About this task: What this exercise calls for is an exact copy of the data.

:: Material supplied

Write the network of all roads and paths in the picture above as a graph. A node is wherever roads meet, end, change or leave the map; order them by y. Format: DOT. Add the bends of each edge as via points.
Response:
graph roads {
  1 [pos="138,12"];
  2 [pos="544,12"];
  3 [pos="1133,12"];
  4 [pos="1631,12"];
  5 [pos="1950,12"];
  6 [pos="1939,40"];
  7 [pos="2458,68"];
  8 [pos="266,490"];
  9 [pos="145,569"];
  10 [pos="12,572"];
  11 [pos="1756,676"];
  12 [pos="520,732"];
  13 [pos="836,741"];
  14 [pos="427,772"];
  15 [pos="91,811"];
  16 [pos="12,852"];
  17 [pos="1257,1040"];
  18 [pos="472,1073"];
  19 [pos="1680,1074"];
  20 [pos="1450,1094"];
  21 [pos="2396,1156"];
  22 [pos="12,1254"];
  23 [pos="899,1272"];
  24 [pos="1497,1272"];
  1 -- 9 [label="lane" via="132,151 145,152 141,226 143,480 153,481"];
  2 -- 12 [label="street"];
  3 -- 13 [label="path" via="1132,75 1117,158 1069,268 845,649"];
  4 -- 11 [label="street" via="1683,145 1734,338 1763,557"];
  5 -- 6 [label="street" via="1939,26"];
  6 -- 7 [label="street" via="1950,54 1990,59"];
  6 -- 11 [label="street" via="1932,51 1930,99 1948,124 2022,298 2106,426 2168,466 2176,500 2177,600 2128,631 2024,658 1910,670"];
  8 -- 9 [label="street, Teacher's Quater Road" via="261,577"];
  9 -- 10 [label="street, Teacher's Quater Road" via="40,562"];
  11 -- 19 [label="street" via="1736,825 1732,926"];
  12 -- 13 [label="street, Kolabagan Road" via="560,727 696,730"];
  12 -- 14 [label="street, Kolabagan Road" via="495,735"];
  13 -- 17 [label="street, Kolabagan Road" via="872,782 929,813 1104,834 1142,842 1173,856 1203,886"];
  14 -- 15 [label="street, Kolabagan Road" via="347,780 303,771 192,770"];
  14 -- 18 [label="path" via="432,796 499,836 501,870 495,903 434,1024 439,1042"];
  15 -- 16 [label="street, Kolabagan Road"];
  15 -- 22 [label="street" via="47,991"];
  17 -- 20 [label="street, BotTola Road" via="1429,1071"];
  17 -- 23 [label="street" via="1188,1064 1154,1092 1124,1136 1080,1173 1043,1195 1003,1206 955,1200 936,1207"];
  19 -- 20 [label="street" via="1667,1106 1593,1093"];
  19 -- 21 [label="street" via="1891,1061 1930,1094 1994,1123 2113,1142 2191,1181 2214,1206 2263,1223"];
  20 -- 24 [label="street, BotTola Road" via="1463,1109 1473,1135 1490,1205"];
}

::::

Output for this task:
Write the network of all roads and paths in the picture above as a graph. A node is wherever roads meet, end, change or leave the map; order them by y. Format: DOT. Add the bends of each edge as via points.
Response:
graph roads {
  1 [pos="138,12"];
  2 [pos="544,12"];
  3 [pos="1133,12"];
  4 [pos="1631,12"];
  5 [pos="1950,12"];
  6 [pos="1939,40"];
  7 [pos="2458,68"];
  8 [pos="266,490"];
  9 [pos="145,569"];
  10 [pos="12,572"];
  11 [pos="1756,676"];
  12 [pos="520,732"];
  13 [pos="836,741"];
  14 [pos="427,772"];
  15 [pos="91,811"];
  16 [pos="12,852"];
  17 [pos="1257,1040"];
  18 [pos="472,1073"];
  19 [pos="1680,1074"];
  20 [pos="1450,1094"];
  21 [pos="2396,1156"];
  22 [pos="12,1254"];
  23 [pos="899,1272"];
  24 [pos="1497,1272"];
  1 -- 9 [label="lane" via="132,151 145,152 141,226 143,480 153,481"];
  2 -- 12 [label="street"];
  3 -- 13 [label="path" via="1132,75 1117,158 1069,268 845,649"];
  4 -- 11 [label="street" via="1683,145 1734,338 1763,557"];
  5 -- 6 [label="street" via="1939,26"];
  6 -- 7 [label="street" via="1950,54 1990,59"];
  6 -- 11 [label="street" via="1932,51 1930,99 1948,124 2022,298 2106,426 2168,466 2176,500 2177,600 2128,631 2024,658 1910,670"];
  8 -- 9 [label="street, Teacher's Quater Road" via="261,577"];
  9 -- 10 [label="street, Teacher's Quater Road" via="40,562"];
  11 -- 19 [label="street" via="1736,825 1732,926"];
  12 -- 13 [label="street, Kolabagan Road" via="560,727 696,730"];
  12 -- 14 [label="street, Kolabagan Road" via="495,735"];
  13 -- 17 [label="street, Kolabagan Road" via="872,782 929,813 1104,834 1142,842 1173,856 1203,886"];
  14 -- 15 [label="street, Kolabagan Road" via="347,780 303,771 192,770"];
  14 -- 18 [label="path" via="432,796 499,836 501,870 495,903 434,1024 439,1042"];
  15 -- 16 [label="street, Kolabagan Road"];
  15 -- 22 [label="street" via="47,991"];
  17 -- 20 [label="street, BotTola Road" via="1429,1071"];
  17 -- 23 [label="street" via="1188,1064 1154,1092 1124,1136 1080,1173 1043,1195 1003,1206 955,1200 936,1207"];
  19 -- 20 [label="street" via="1667,1106 1593,1093"];
  19 -- 21 [label="street" via="1891,1061 1930,1094 1994,1123 2113,1142 2191,1181 2214,1206 2263,1223"];
  20 -- 24 [label="street, BotTola Road" via="1463,1109 1473,1135 1490,1205"];
}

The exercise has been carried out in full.